In these wanderings over game lands we were permitted a very close scrutiny of the animals about, and it was at this time that I came to certain definite conclusions as to prevailing laws of color and dress of our co-habitants of the Polar wastes.
The animals of the Arctic assume a color in accordance to their need for heat transmission. The prevailing influence is white, as light furs permit the least escape of heat. It is evidently more important to confine the heat of the body, than to gather heat from the sun's feeble rays. The necessity for bleaching the furry raiment becomes most operative in winter when the temperature of the air is 150° below that of the body. In the summer, when the continued sunshine is made more heating by the piercing influence of the reflecting snow-fields, there is a tendency to absorb heat. Then nature darkens the skin, which absorbs heat accordingly.
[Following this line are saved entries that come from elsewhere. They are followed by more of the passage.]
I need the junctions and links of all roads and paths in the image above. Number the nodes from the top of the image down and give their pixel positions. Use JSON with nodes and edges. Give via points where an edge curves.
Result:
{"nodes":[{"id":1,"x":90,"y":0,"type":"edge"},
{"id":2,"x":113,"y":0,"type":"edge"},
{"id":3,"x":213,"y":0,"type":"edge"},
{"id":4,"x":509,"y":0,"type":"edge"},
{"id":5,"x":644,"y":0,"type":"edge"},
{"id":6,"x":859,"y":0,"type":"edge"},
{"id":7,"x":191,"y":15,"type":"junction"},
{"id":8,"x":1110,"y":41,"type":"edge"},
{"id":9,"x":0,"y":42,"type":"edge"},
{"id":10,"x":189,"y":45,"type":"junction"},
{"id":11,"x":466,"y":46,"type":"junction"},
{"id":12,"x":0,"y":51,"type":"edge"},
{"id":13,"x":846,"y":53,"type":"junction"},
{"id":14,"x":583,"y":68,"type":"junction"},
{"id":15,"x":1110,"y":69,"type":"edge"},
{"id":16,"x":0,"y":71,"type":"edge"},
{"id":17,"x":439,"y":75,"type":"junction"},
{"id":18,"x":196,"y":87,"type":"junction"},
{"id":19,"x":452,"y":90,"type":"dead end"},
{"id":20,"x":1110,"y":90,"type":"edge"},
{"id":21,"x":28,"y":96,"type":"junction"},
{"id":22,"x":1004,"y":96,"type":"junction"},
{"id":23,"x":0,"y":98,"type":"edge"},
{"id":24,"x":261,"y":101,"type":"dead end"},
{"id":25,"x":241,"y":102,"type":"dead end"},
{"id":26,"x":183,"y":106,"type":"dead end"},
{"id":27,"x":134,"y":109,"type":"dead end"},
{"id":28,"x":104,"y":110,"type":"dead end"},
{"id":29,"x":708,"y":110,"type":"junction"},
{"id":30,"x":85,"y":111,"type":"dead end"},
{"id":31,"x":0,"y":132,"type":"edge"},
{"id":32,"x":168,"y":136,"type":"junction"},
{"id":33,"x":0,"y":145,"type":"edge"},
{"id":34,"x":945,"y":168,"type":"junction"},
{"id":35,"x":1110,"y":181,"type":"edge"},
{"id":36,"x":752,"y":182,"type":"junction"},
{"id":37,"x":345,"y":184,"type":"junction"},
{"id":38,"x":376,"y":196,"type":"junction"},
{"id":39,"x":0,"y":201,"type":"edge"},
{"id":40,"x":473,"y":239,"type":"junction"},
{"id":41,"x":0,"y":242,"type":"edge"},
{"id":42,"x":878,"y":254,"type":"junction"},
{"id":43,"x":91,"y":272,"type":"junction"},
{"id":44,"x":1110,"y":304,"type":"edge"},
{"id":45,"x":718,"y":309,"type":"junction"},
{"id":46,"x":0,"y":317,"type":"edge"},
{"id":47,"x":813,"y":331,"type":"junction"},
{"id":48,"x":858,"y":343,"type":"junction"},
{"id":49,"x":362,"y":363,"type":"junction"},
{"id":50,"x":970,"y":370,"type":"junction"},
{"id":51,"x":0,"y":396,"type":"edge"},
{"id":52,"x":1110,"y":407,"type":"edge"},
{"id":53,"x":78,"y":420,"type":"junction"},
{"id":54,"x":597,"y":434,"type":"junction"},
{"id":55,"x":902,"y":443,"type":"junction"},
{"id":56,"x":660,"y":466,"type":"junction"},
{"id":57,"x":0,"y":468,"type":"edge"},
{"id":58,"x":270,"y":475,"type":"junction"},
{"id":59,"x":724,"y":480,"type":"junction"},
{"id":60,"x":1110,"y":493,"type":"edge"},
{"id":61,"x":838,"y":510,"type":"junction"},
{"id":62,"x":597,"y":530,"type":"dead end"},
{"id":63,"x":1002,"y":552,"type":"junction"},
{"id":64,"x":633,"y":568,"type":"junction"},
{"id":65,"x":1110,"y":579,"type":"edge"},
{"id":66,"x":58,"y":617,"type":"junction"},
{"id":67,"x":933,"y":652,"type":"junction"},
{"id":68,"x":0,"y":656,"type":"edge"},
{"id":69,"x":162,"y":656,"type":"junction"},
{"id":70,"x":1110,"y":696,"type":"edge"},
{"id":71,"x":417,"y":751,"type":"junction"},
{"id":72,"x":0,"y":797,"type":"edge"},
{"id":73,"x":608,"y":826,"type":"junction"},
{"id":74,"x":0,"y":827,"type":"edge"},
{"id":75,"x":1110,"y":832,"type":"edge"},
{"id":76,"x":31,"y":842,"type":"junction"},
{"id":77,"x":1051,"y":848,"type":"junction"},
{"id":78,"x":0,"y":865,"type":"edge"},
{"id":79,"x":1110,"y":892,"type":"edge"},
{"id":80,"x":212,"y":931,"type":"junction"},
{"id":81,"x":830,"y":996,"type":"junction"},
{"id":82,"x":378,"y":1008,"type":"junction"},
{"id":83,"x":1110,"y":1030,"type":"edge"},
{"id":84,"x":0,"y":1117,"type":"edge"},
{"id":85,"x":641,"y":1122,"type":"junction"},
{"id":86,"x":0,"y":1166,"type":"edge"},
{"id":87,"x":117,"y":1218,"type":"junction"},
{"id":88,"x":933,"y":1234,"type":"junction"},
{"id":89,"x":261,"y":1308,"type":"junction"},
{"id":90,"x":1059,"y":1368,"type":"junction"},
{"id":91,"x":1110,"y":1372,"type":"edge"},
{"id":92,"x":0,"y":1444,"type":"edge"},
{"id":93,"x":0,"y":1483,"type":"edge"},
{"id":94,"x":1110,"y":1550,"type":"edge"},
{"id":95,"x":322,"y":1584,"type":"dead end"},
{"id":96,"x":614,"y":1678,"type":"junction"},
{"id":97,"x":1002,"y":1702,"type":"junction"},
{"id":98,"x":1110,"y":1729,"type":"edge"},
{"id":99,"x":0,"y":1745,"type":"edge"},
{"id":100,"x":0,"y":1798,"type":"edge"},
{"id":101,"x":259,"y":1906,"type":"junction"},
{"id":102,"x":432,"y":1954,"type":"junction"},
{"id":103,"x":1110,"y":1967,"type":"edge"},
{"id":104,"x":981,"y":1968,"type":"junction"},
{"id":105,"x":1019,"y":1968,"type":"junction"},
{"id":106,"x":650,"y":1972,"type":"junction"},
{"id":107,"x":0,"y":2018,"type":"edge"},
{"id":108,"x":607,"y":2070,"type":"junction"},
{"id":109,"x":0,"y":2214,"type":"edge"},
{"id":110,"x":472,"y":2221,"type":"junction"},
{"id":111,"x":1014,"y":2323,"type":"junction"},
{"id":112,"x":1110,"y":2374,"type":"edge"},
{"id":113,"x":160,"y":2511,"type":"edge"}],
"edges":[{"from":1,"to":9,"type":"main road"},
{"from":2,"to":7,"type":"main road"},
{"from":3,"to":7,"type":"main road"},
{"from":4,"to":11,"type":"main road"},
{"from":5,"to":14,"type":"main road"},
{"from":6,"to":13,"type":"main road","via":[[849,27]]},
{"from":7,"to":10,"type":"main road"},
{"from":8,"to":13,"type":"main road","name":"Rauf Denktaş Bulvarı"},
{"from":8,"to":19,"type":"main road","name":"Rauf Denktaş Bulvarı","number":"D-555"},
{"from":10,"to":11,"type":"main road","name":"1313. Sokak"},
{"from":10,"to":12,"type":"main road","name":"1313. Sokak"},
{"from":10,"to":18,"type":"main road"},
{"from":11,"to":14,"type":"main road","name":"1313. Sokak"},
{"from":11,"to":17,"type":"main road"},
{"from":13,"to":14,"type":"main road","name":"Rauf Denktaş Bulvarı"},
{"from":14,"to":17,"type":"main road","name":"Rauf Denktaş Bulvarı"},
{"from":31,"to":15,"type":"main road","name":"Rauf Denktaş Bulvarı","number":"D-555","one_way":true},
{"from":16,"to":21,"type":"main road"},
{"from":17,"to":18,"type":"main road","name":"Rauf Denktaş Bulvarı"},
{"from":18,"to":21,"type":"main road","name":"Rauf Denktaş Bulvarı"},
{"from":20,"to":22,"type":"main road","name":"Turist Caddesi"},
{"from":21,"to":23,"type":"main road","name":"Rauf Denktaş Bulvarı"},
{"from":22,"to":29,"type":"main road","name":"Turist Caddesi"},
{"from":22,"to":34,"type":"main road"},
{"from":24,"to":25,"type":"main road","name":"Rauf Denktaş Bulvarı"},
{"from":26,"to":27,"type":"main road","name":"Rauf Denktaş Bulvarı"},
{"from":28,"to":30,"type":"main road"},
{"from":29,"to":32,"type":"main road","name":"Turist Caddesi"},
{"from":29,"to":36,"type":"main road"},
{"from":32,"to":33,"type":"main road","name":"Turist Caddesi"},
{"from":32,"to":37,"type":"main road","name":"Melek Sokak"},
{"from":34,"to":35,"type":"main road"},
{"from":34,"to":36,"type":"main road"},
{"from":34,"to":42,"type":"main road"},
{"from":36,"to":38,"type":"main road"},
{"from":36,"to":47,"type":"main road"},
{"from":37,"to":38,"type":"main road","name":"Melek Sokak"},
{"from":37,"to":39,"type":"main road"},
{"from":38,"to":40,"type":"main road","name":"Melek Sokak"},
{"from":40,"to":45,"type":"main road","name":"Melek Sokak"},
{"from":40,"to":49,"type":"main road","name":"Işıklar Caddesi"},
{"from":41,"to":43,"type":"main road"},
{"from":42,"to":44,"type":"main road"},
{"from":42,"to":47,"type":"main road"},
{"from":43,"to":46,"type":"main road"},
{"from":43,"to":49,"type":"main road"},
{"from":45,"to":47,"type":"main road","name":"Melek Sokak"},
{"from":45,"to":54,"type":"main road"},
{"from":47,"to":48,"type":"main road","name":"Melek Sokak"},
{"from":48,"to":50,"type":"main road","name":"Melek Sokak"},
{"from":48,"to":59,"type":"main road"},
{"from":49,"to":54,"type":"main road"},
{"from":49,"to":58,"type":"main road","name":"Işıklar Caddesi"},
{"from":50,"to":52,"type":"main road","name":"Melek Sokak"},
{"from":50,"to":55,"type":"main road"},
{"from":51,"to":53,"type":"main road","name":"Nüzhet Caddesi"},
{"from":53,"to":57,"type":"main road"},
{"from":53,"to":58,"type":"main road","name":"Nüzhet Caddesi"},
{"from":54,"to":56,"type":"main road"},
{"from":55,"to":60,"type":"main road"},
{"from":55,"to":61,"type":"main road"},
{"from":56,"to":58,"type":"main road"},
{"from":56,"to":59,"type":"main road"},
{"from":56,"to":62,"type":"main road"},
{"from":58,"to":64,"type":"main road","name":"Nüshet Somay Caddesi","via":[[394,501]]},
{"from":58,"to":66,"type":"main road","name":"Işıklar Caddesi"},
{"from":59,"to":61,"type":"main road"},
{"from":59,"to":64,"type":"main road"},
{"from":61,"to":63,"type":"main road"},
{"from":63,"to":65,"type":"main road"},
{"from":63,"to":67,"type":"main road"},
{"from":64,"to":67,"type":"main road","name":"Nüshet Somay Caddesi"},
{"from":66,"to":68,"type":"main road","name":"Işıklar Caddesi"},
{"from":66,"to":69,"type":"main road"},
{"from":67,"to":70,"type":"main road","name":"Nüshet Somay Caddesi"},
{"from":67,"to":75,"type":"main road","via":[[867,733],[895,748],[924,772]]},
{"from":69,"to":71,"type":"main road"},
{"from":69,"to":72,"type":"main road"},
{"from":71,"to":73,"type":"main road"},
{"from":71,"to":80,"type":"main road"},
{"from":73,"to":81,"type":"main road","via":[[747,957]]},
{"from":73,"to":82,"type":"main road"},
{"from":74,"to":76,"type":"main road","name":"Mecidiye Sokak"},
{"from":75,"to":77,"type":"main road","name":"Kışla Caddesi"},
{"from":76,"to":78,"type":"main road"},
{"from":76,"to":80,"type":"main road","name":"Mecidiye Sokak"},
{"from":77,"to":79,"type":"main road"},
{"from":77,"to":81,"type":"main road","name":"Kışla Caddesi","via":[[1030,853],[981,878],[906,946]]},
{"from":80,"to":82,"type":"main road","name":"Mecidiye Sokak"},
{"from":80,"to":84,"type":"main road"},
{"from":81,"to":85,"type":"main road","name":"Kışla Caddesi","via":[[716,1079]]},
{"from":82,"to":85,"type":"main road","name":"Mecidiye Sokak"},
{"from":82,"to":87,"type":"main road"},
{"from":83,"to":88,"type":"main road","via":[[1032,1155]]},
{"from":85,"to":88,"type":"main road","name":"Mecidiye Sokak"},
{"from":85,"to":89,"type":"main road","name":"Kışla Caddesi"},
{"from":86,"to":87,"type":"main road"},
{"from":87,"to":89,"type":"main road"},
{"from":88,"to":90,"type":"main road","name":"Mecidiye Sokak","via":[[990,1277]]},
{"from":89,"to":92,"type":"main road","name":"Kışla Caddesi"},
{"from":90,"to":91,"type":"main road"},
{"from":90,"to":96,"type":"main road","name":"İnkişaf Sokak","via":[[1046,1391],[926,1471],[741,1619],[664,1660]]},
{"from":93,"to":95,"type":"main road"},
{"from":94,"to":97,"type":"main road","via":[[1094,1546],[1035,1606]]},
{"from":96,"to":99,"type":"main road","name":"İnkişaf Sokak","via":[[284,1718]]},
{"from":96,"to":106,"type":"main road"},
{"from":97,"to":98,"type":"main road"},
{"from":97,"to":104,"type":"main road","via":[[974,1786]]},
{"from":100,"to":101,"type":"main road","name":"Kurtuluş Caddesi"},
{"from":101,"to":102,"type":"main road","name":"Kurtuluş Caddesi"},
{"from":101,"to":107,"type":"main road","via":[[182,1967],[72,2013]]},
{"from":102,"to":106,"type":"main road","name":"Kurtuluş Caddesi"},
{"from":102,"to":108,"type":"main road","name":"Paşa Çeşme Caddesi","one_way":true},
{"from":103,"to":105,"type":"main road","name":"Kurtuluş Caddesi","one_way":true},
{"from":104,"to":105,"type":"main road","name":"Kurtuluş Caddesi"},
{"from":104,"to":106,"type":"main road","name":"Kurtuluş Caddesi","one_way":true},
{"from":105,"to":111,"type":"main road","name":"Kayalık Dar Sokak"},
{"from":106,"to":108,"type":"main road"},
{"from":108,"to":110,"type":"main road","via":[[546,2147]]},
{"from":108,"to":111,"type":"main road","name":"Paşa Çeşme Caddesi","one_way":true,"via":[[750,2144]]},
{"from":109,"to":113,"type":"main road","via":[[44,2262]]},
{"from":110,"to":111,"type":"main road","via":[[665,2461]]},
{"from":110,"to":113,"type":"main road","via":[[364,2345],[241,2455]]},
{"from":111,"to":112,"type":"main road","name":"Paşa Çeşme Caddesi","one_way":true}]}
The relative advantage of light and dark shades can be easily demonstrated by placing pieces of white and black cloth on a surface of snow, with a slope at right angles to the sun's rays. If, after a few hours, the cloth is removed the snow under the black cloth will be melted considerably, while that under the white cloth will show little effect.
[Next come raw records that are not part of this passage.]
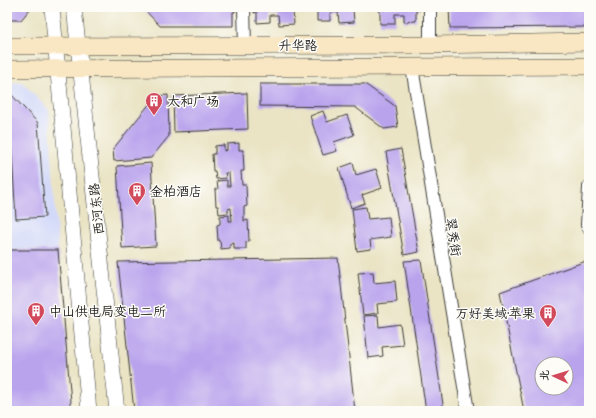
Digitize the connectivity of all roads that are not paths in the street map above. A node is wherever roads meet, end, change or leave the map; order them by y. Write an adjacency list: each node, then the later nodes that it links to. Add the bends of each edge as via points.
1 (52, 7): 6 (street, 西河东路)
2 (74, 7): 7 (street, 西河东路)
3 (244, 7): 10 (street)
4 (430, 7): 8 (street)
5 (589, 42): 8 (main road, 升华路)
6 (56, 45): 7 (main road, 升华路); 9 (main road, 升华路); 14 (street, 西河东路)
7 (78, 45): 10 (main road, 升华路); 15 (street, 西河东路)
8 (430, 45): 10 (main road, 升华路)
9 (7, 46)
10 (245, 46)
11 (589, 66): 12 (main road, 升华路)
12 (412, 67): 15 (main road, 升华路); 20 (street, 翠秀街)
13 (7, 69): 14 (main road, 升华路)
14 (58, 69): 15 (main road, 升华路); 18 (street, 西河东路)
15 (81, 69): 19 (street, 西河东路)
16 (589, 187): 17 (street)
17 (589, 228)
18 (89, 411)
19 (117, 411)
20 (468, 411)

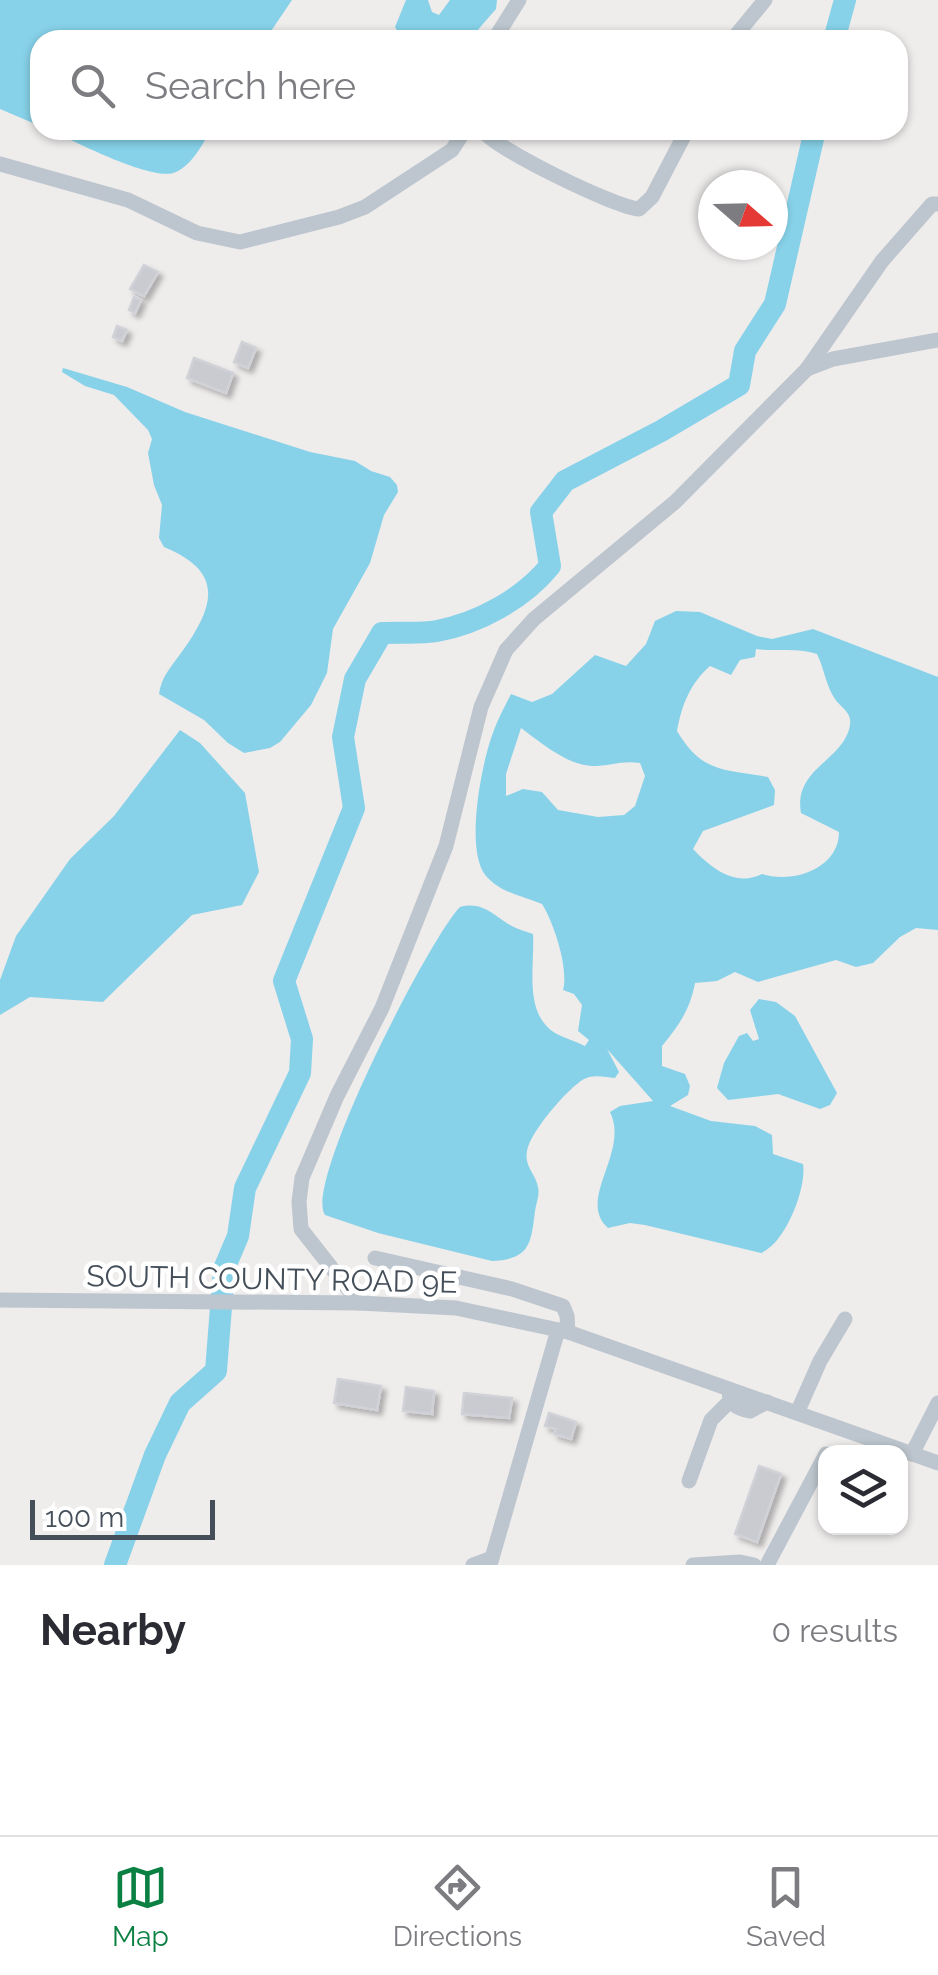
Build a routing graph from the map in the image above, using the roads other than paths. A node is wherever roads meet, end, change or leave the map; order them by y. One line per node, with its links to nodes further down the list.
1 (518, 0): 3 (street)
2 (764, 0): 4 (street)
3 (500, 30)
4 (740, 30)
5 (458, 140): 8 (street)
6 (491, 140): 7 (street)
7 (682, 140)
8 (0, 164)
9 (936, 200): 11 (street)
10 (938, 340): 11 (street)
11 (807, 369): 14 (street)
12 (376, 1258): 16 (street)
13 (0, 1300): 14 (street, SOUTH COUNTY ROAD 9E)
14 (359, 1303): 16 (street, SOUTH COUNTY ROAD 9E)
15 (845, 1319): 19 (street)
16 (563, 1331): 17 (street, SOUTH COUNTY ROAD 9E); 26 (street)
17 (729, 1394): 19 (street, SOUTH COUNTY ROAD 9E); 25 (street)
18 (938, 1403): 22 (street)
19 (798, 1412): 20 (street, SOUTH COUNTY ROAD 9E)
20 (840, 1428): 21 (street); 22 (street, SOUTH COUNTY ROAD 9E)
21 (830, 1445)
22 (912, 1454): 23 (street, SOUTH COUNTY ROAD 9E)
23 (938, 1463)
24 (818, 1468): 30 (street)
25 (689, 1481)
26 (491, 1561): 27 (street)
27 (473, 1565)
28 (693, 1565): 29 (street)
29 (754, 1565)
30 (766, 1565)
Nature makes use of this law of physics to ease the hard lot of its creatures fighting the weather in the icy world. The laws of color protection as advocated in the rules of natural selection are not operative here, because of the vitally important demand of heat economy. If we now seek the problem of nature's body colored dyes, with heat economy as the key, our calculations will become easy. The serwah, a species of guillemot, which is as black as the raven in summer, is white in winter. The ptarmigan is light as pearl in winter, but its feathers become tipped with amber in summer. The hare is slightly gray in summer, but, in winter, becomes white as the snow under which it finds food and shelter.
The white fox is gray in summer, the blue fox darkens as the sun advances, while its under fur becomes lighter with increasing cold. The caribou is dark brown as it grazes the moss-colored fields, but becomes nearly white with the permanent snows. The polar bear, as white as nature can make it, with only blubber to mix its paints, basks in the midnight sun with a raiment suggestive of gold. The musk ox changes its dark under-fur for a lighter shade. The raven has a white under-coat in winter. The rat is gray in summer but bleaches to blue-gray in winter time. The laws of selection and heat economy are thus combined.
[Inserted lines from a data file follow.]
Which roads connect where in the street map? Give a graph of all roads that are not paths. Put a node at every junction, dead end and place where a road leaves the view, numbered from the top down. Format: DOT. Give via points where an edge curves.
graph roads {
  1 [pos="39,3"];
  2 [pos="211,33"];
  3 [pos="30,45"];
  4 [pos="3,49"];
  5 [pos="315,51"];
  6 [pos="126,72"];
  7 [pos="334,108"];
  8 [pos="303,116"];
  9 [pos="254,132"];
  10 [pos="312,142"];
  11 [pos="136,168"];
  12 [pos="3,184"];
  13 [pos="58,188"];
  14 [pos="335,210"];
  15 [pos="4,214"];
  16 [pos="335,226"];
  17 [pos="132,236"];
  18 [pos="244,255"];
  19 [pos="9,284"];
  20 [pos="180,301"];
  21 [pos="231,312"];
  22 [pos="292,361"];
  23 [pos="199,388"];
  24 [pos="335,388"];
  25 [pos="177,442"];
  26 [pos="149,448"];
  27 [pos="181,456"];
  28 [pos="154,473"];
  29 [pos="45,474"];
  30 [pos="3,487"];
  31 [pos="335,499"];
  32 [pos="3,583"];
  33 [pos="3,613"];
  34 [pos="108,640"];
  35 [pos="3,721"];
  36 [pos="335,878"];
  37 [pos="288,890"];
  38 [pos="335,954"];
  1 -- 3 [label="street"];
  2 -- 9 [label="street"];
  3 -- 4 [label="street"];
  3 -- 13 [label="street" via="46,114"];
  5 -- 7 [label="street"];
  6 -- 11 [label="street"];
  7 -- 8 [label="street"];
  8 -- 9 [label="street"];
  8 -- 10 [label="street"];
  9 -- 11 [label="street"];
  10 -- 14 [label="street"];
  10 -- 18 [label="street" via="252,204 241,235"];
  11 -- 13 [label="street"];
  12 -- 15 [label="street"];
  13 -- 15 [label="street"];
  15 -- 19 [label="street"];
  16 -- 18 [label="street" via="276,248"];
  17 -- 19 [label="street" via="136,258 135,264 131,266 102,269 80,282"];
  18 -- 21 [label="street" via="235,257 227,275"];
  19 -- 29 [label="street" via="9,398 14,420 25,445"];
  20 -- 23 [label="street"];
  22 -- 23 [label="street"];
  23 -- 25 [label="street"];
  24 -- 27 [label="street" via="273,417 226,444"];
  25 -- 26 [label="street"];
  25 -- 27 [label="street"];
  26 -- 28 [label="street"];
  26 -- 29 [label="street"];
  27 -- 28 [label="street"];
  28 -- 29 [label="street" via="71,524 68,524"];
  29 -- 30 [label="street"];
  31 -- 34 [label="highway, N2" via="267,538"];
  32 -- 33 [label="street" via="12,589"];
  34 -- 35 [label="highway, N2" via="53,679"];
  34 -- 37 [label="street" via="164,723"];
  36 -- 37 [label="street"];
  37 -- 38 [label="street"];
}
While thus preparing for the coming winter by seeking animals with furry pelts, the weather conditions made our task increasingly difficult. The storm of the descending sun whipped the seas into white fury and brushed the lands with icy clouds. With the descent of the sun, nature again set its seal of gloom on Arctic life. The cheer of a sunny heaven was blotted from the skies, and the coming of the winter blackness was signalled by the beginning of a warfare of the elements. All hostile nature was now set loose to expend its restive battle energy.
For brief moments the weather was quiet, and then in awe-inspiring silence we steered for sequestered gullies in quest of little creatures. This death-like stillness was in harmony with our loneliness. As the sea was stilled by the iron bonds of frost, as life sought protection under the storm-driven snows of land, the winds, growing even wilder, beat a maddening onslaught over the dead, frozen world. The thunder of elements shook the very rocks under which we slept. Then again would fall a spell of that strange silence—all was dead, the sun glowed no more, the creatures of the wilds were hushed. We were all alone—alone in a vast, white dead world.